Artist Party Saturday October 17th, 6 to 9pm, With Tom Lattanand on guitar
Show runs September 7th, through October 24th 2015
Two brilliant Jingletown artists explore the more feminine side of art, through multiple mediums.
Susan Tuttle
"My main passions consist of photography and designing and producing jewelry, both self taught. I’ve been photographing for more than 30 years. My captured images are as I saw them and are printed without any computer manipulation other than color correction. I also enjoy creating mixed media pieces, particularly in the form of shadow boxes. I strive to capture humor, depth, and emotion of the unusual as well as the familiar. I become easily immersed in the other world behind the lens. I attempt to challenge myself in capturing an image that may not be clear to myself or to others."
Wendy McDermott
This body of work seems to have evolved directly from and is attributable to my personal experiences as a wife and mother over the past twenty four years. It also encompasses the stories of countless others who have followed similar paths - partly chosen by them and partly chosen for them by traditional societal values and expectations.
The pieces shown here are emblematic of the outer trappings of femininity and fashion while offering content that is characteristic of the internal struggles of maternal existence.
My previous work was characteristically functional – as wearable art – objects of adornment – with more thought given to design and commerce than to emotional or intellectual content. This is in keeping with generations of women that produced functional art for themselves and to sell – utilizing ornament and pattern – to beautify as well as to record their culture, religion or history into objects that they used every day. This “women’s work” imbued with these archival qualities has historically been rich with political and personal significance. (And, sometimes, it is merely decorative).
While I continue to investigate the realm of human adornment, I have now arrived at a different perspective in the body of work being shown here. This work is related to and in some ways derivative of being a jeweler and in fact, employs many of the same techniques. It exists in the framework of functional, wearable art, but is not really practical. Thereby removing itself from the context of “craft” and into a gray area where the oft separated worlds of craft and art blend.
Though this work is intensely personal (speaking to my own experience), I like to think that it is also universal (and even slightly political), in that a wide audience of viewers can and do respond to it as reminiscent of their own life experiences.

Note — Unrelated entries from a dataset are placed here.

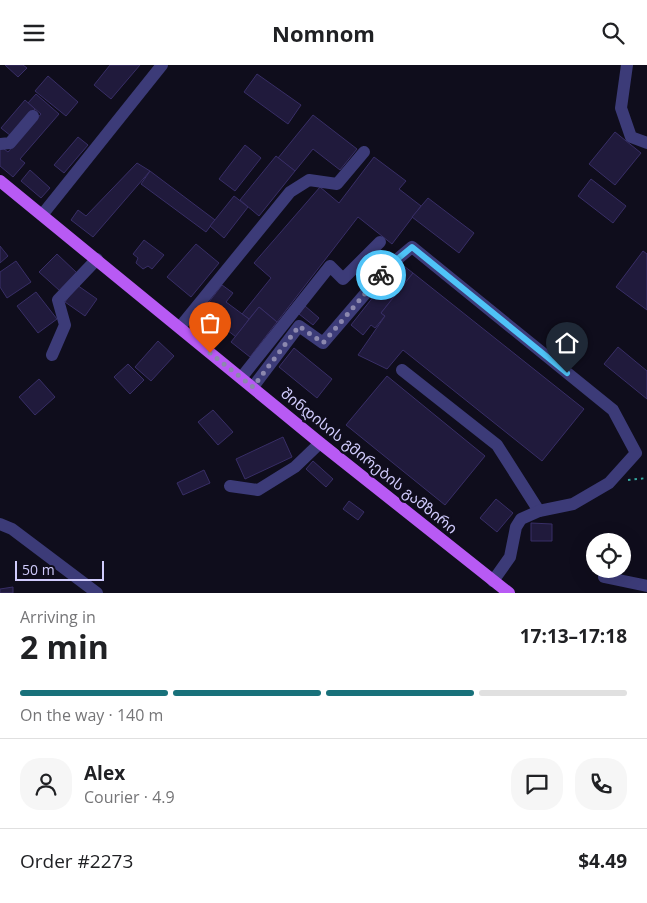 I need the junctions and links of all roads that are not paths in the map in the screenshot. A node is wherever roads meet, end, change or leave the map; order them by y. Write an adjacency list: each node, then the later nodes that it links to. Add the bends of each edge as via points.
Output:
1 (162, 65): 8 (street)
2 (627, 65): 5 (street, via 621,108 631,137)
3 (33, 116): 4 (street, via 10,143)
4 (0, 143)
5 (647, 143)
6 (364, 152): 11 (street, via 337,184 309,180 290,192)
7 (0, 181): 8 (main road, შინდისის გმირების გამზირი)
8 (42, 215): 10 (main road, შინდისის გმირების გამზირი)
9 (380, 242): 14 (street, via 343,279 330,266)
10 (97, 259): 11 (main road, შინდისის გმირების გამზირი); 12 (street, via 58,301 65,325)
11 (180, 327): 14 (main road, შინდისის გმირების გამზირი)
12 (52, 355)
13 (402, 370): 18 (street, via 496,445)
14 (241, 378): 15 (main road, შინდისის გმირების გამზირი)
15 (253, 387): 16 (main road, შინდისის გმირების გამზირი); 18 (street, via 299,326 323,343 389,266 412,247 613,410 636,453 608,483 573,504)
16 (320, 443): 17 (street, via 295,467 258,490); 21 (main road, შინდისის გმირების გამზირი)
17 (230, 486)
18 (539, 511): 21 (street, via 521,519 516,527 510,557)
19 (0, 524): 23 (street, via 12,529)
20 (609, 578): 22 (street)
21 (493, 581): 24 (main road, შინდისის გმირების გამზირი)
22 (647, 586)
23 (97, 593)
24 (509, 593)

The intent here is to fill a gap - to recognize and speak to and for those ensconced in a suburban home environment, rarely recognized for their contribution, save a yearly Mother’s Day Card. It is presented in an attempt to foster a greater awareness among those whose lives are distant from this world – the world of women/moms in suburbia - who are uncompensated for their eighteen hour days - child rearing, cooking, laundry, cleaning, chauffeuring, scheduling, fixing, organizing, supporting, nesting, ad nauseum. They are the hardest working, most selfless and dedicated people I know.